## [WHAT IS EXPECTED]
Transcribe all of the data verbatim, please, and leave out its pictures.

START TASK INPUT

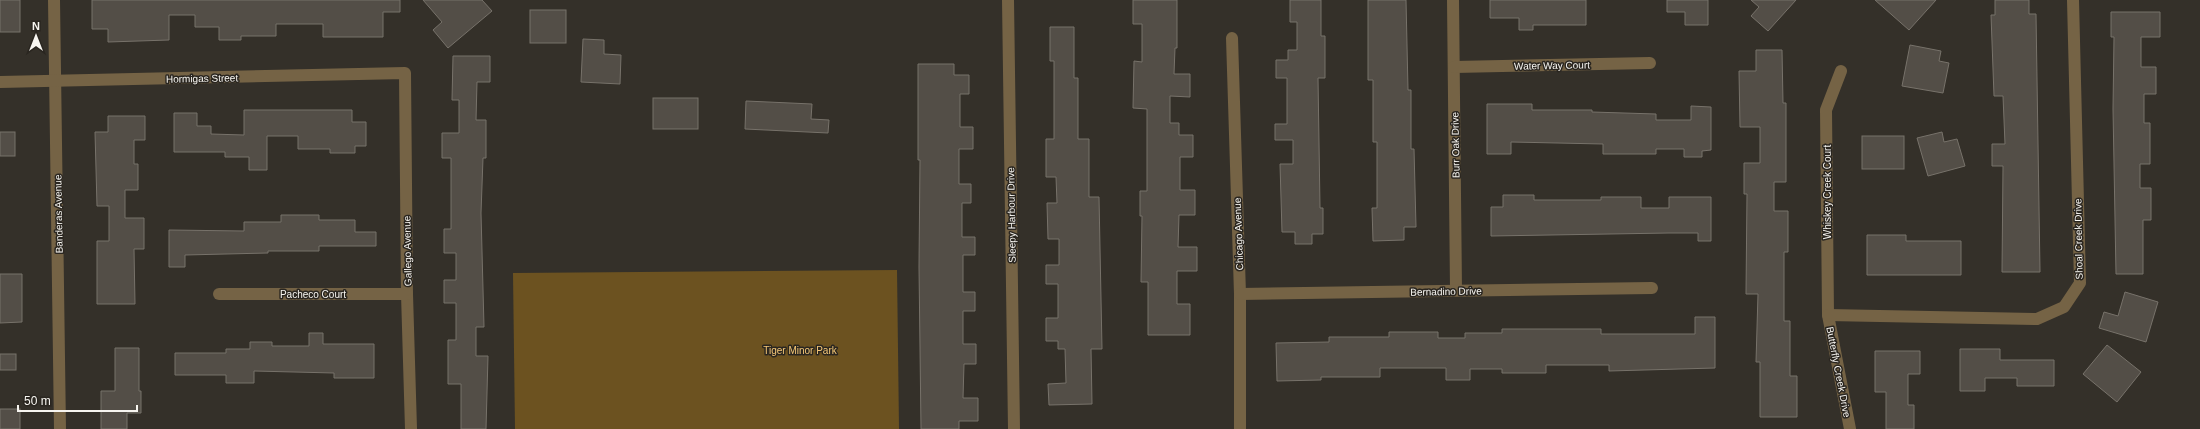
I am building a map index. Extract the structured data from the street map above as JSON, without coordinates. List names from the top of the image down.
{
  "streets": {
    "street": [
      "Water Way Court",
      "Hormigas Street",
      "Burr Oak Drive",
      "Whiskey Creek Court",
      "Banderas Avenue",
      "Sleepy Harbour Drive",
      "Chicago Avenue",
      "Shoal Creek Drive",
      "Gallego Avenue",
      "Bernadino Drive",
      "Pacheco Court",
      "Butterfly Creek Drive"
    ]
  },
  "crossings": [
    ["Water Way Court", "Burr Oak Drive"],
    ["Hormigas Street", "Banderas Avenue"],
    ["Hormigas Street", "Gallego Avenue"],
    ["Burr Oak Drive", "Bernadino Drive"],
    ["Whiskey Creek Court", "Shoal Creek Drive"],
    ["Whiskey Creek Court", "Butterfly Creek Drive"],
    ["Chicago Avenue", "Bernadino Drive"],
    ["Shoal Creek Drive", "Butterfly Creek Drive"],
    ["Gallego Avenue", "Pacheco Court"]
  ],
  "parks": ["Tiger Minor Park"],
  "scale_bar": "50 m",
  "north": "top"
}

END TASK INPUT

## [TASK RESULT]
I am building a map index. Extract the structured data from the street map above as JSON, without coordinates. List names from the top of the image down.
{
  "streets": {
    "street": [
      "Water Way Court",
      "Hormigas Street",
      "Burr Oak Drive",
      "Whiskey Creek Court",
      "Banderas Avenue",
      "Sleepy Harbour Drive",
      "Chicago Avenue",
      "Shoal Creek Drive",
      "Gallego Avenue",
      "Bernadino Drive",
      "Pacheco Court",
      "Butterfly Creek Drive"
    ]
  },
  "crossings": [
    ["Water Way Court", "Burr Oak Drive"],
    ["Hormigas Street", "Banderas Avenue"],
    ["Hormigas Street", "Gallego Avenue"],
    ["Burr Oak Drive", "Bernadino Drive"],
    ["Whiskey Creek Court", "Shoal Creek Drive"],
    ["Whiskey Creek Court", "Butterfly Creek Drive"],
    ["Chicago Avenue", "Bernadino Drive"],
    ["Shoal Creek Drive", "Butterfly Creek Drive"],
    ["Gallego Avenue", "Pacheco Court"]
  ],
  "parks": ["Tiger Minor Park"],
  "scale_bar": "50 m",
  "north": "top"
}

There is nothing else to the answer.